Also here, the issue is not the crew's willingness nor ability to adapt, to hustle, to get the job done. Their concerns were very clearly that the Captain was not utilizing them to the best of their abilities. Now that is something a board of inquiry can come to assess quantitatively - and with no bias of opinion at all.
I'd like to know what data you're basing that on.

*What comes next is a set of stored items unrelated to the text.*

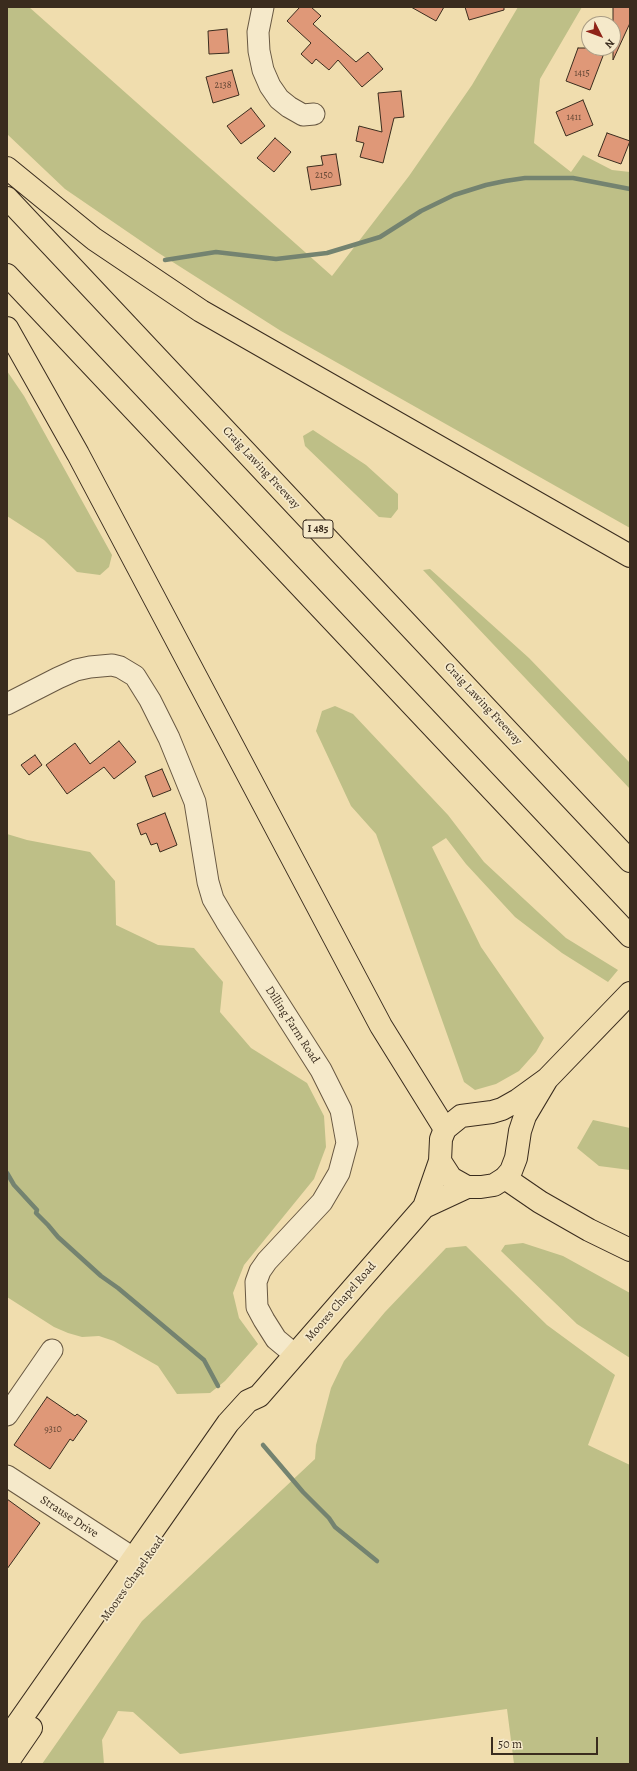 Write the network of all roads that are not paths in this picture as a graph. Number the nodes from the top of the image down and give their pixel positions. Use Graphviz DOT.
graph roads {
  1 [pos="263,7"];
  2 [pos="314,114"];
  3 [pos="7,168"];
  4 [pos="7,198"];
  5 [pos="7,274"];
  6 [pos="7,328"];
  7 [pos="630,556"];
  8 [pos="7,704"];
  9 [pos="630,861"];
  10 [pos="630,936"];
  11 [pos="628,995"];
  12 [pos="547,1079"];
  13 [pos="445,1130"];
  14 [pos="440,1160"];
  15 [pos="505,1178"];
  16 [pos="468,1187"];
  17 [pos="424,1207"];
  18 [pos="630,1250"];
  19 [pos="52,1350"];
  20 [pos="294,1354"];
  21 [pos="259,1396"];
  22 [pos="7,1415"];
  23 [pos="7,1476"];
  24 [pos="133,1558"];
  25 [pos="7,1739"];
  26 [pos="7,1764"];
  1 -- 2 [label="street"];
  3 -- 7 [label="main road"];
  4 -- 9 [label="main road, Craig Lawing Freeway / I 485"];
  5 -- 10 [label="main road"];
  6 -- 13 [label="main road"];
  8 -- 20 [label="street, Dilling Farm Road"];
  11 -- 12 [label="main road"];
  12 -- 13 [label="main road"];
  12 -- 15 [label="main road"];
  13 -- 14 [label="main road, Moores Chapel Road"];
  14 -- 16 [label="main road"];
  14 -- 17 [label="main road, Moores Chapel Road"];
  15 -- 16 [label="main road, Moores Chapel Road"];
  15 -- 18 [label="main road"];
  16 -- 17 [label="main road, Moores Chapel Road"];
  17 -- 20 [label="main road, Moores Chapel Road"];
  19 -- 22 [label="street"];
  20 -- 21 [label="main road, Moores Chapel Road"];
  21 -- 24 [label="main road, Moores Chapel Road"];
  21 -- 26 [label="main road, Moores Chapel Road"];
  23 -- 24 [label="street, Strause Drive"];
  24 -- 25 [label="main road, Moores Chapel Road"];
} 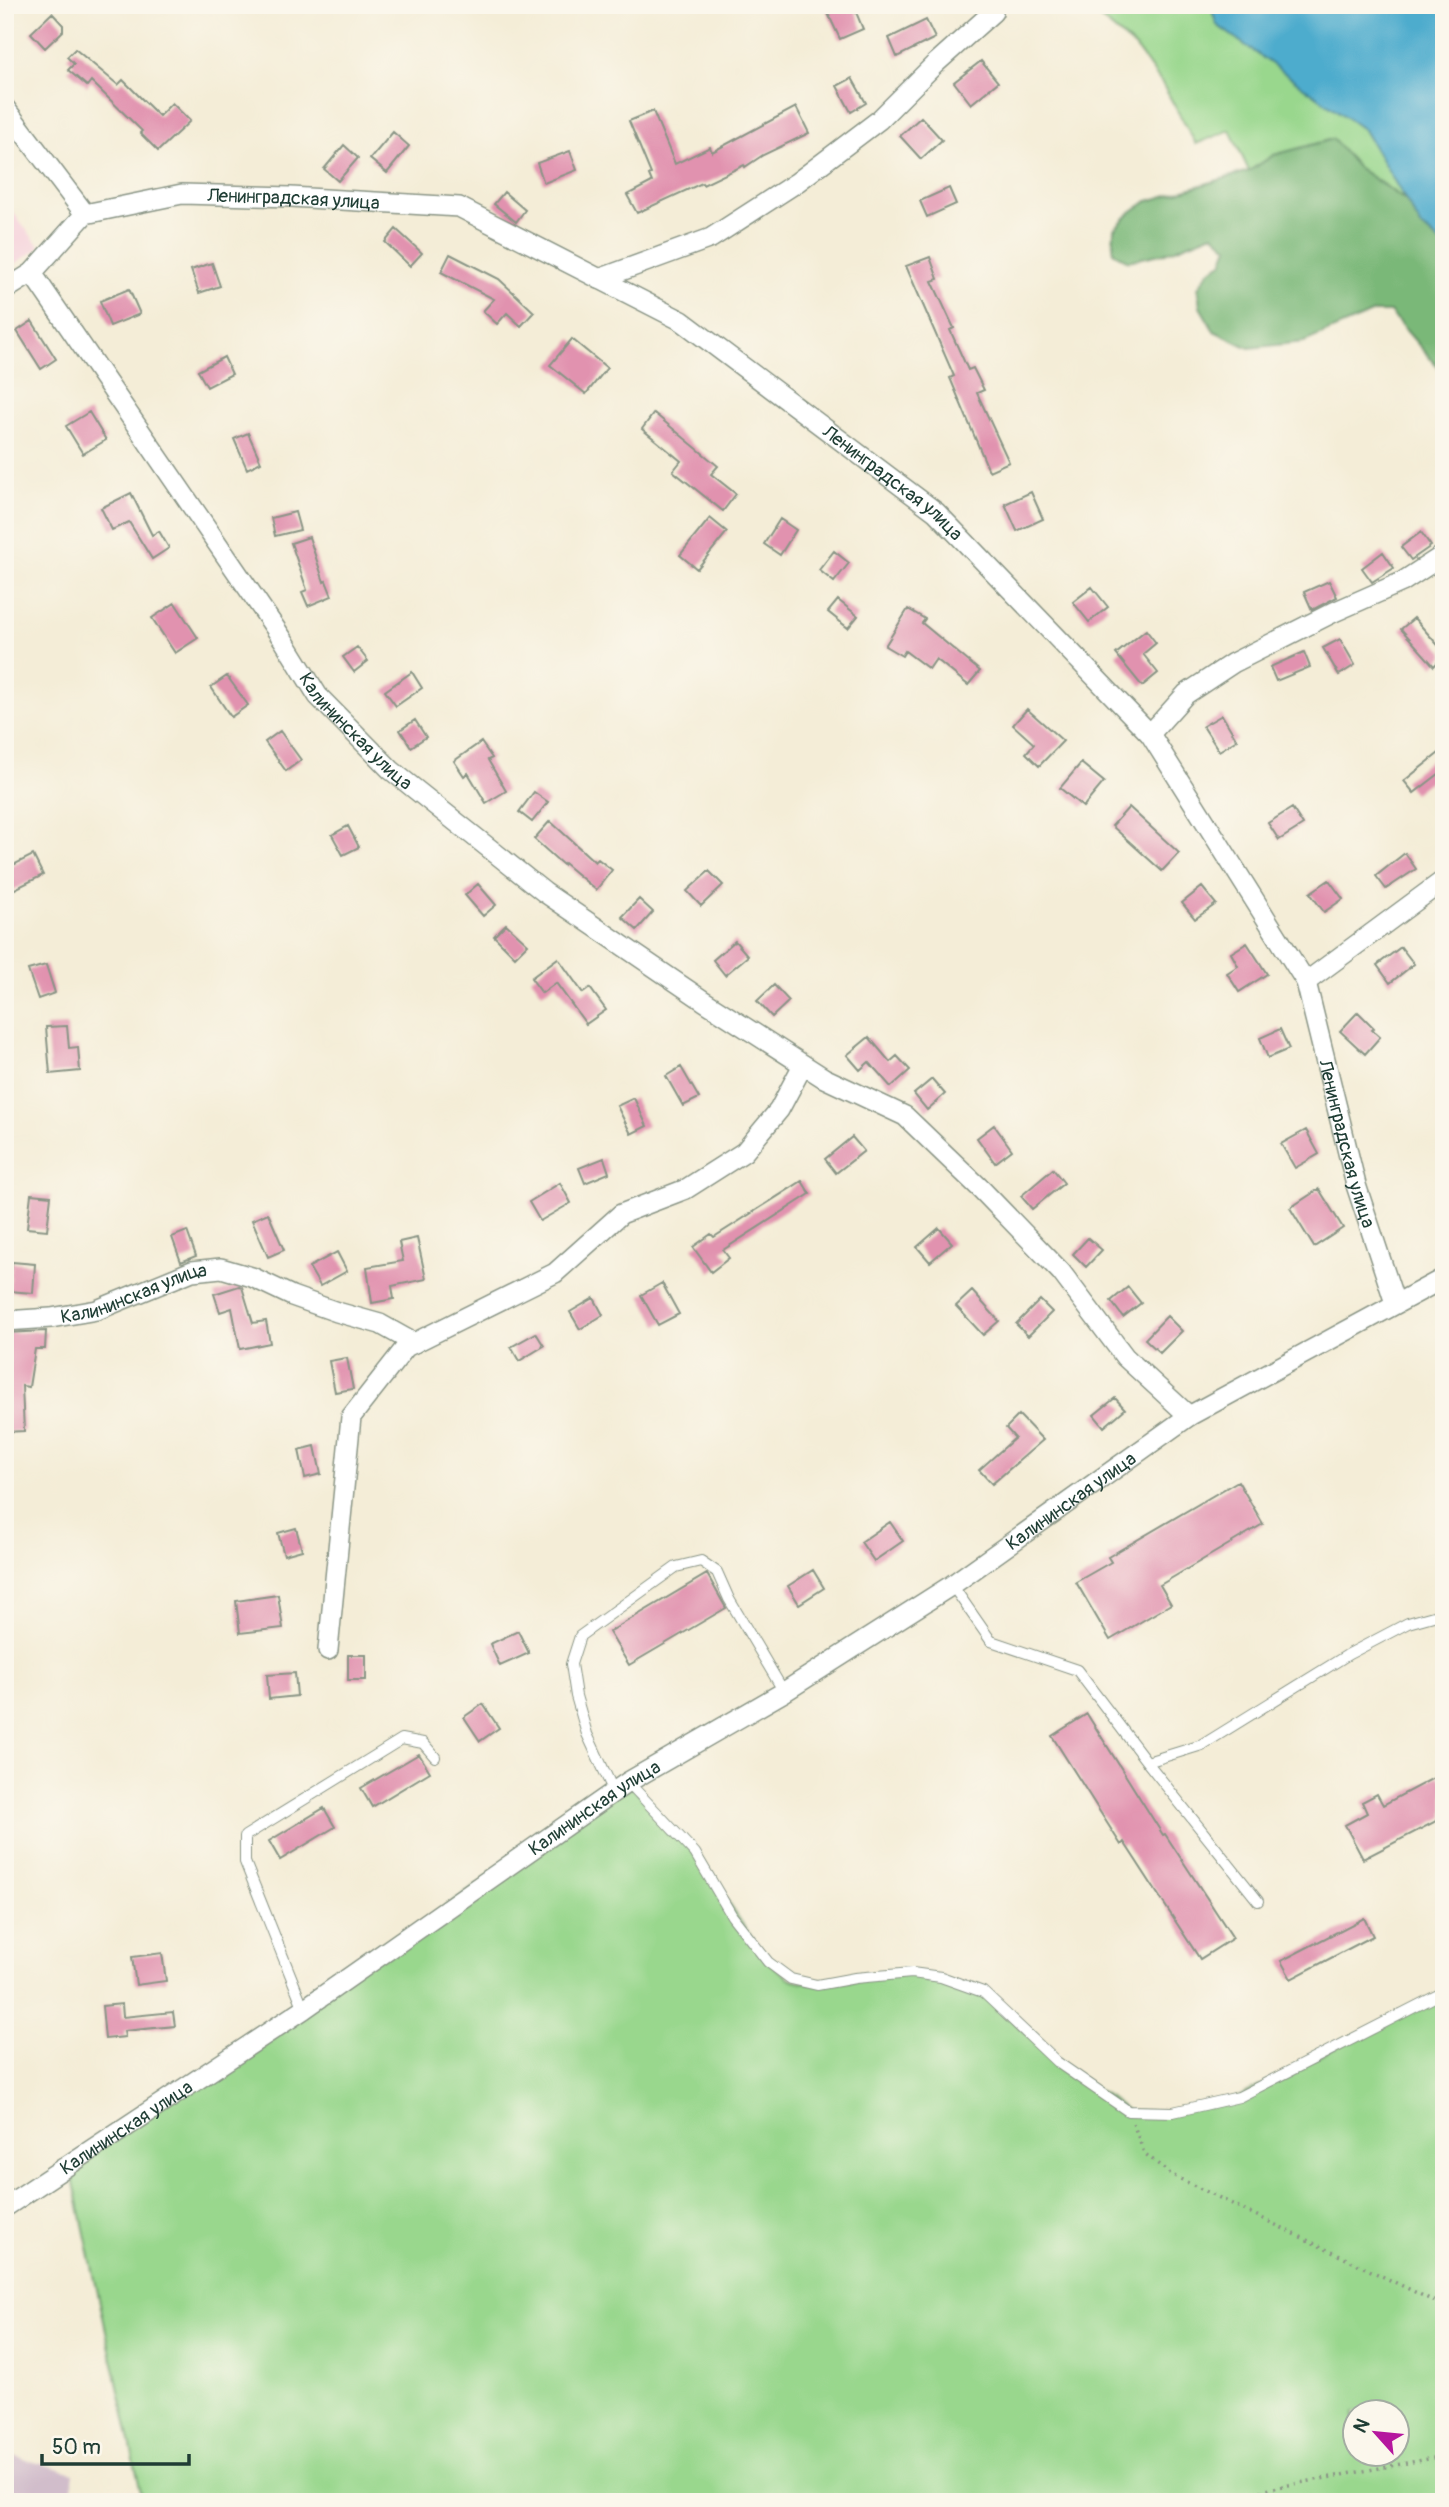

No data, only the feedback of a crew who seem to know their jobs and are directly responsible for the execution of the mission. Not the old feedback of the other ships and crews the Captain was grafting onto a completely new ship and crew - of the best of the best, I might add, not a lot of underachievers who needed to be told when to swab the deck and shine their boots. There's a time and a place for that kind of shakedown - and the current crisis wasn't it. Jellico was sent in to command the
flagship in a time of possible war; not to clean up Animal House. He didn't have the luxury or time for a blind paint-by-numbers leadership, but that is exactly what he decided to employ. "Give me the facts, you tools, and shut the hell up." To be followed by "So, you play trombone?" Like you give a crap. Spare us the same rapport-building machiavellianism that Gul Madred is, as we speak, employing on Captain Picard. Do you like long walks on the beach Captain?
It's entirely possible that everything he ordered was absolutely necessary, to the successful completion of his unpleasant & unusual mission. I'd like to believe he briefed his superiors on how he'd proceed before he even took command, & they approved. He certainly knew everything he needed to know, the minute he stepped on board.
He's very likely not there doing these things because he asked for it. Wouldn't it make sense that he'd prefer this mission went to his seasoned ship & crew? They tell this man that this is his job & this is stuff he says needs to be done to do it. Being he's the captain, you are expected to assume he knows why it's required. You don't have to know why. Often you won't. It may not be as nice, but you just have to do. If you're truly the best crew there is, it's incumbent upon you to "make it so"
I tend to agree with you here about the Starfleet Command situation. And yes, I firmly place ultimate responsibility for the results at their decision-making (and Necheyev's power tripping Picard envy). Though admittedly it's been a while since viewing this one. But being as how this is potentially a war situation, it is also time to affirm for the crew that the stranger now in charge actually knows his aft from a hole in the ground. If the Captain says "jump", a competent crew says "how high!" But if the Captain says "Flamethrow those orphans" does a competent crew say "what color!" In case any readers are wondering, the answer is no. No they do not. Fuel is expensive.
Heck, his whole attitude might just be because he knew no one would like being ordered around in unfamiliar ways. So he knew his only avenue (in a crisis) was to just play it strict. We don't even really know if that's the type of man he normally is. Put yourself in his place, really... in every aspect of his place. The chain of command is ALL he has going for him here. He has to push it. He knows no one personally, at all.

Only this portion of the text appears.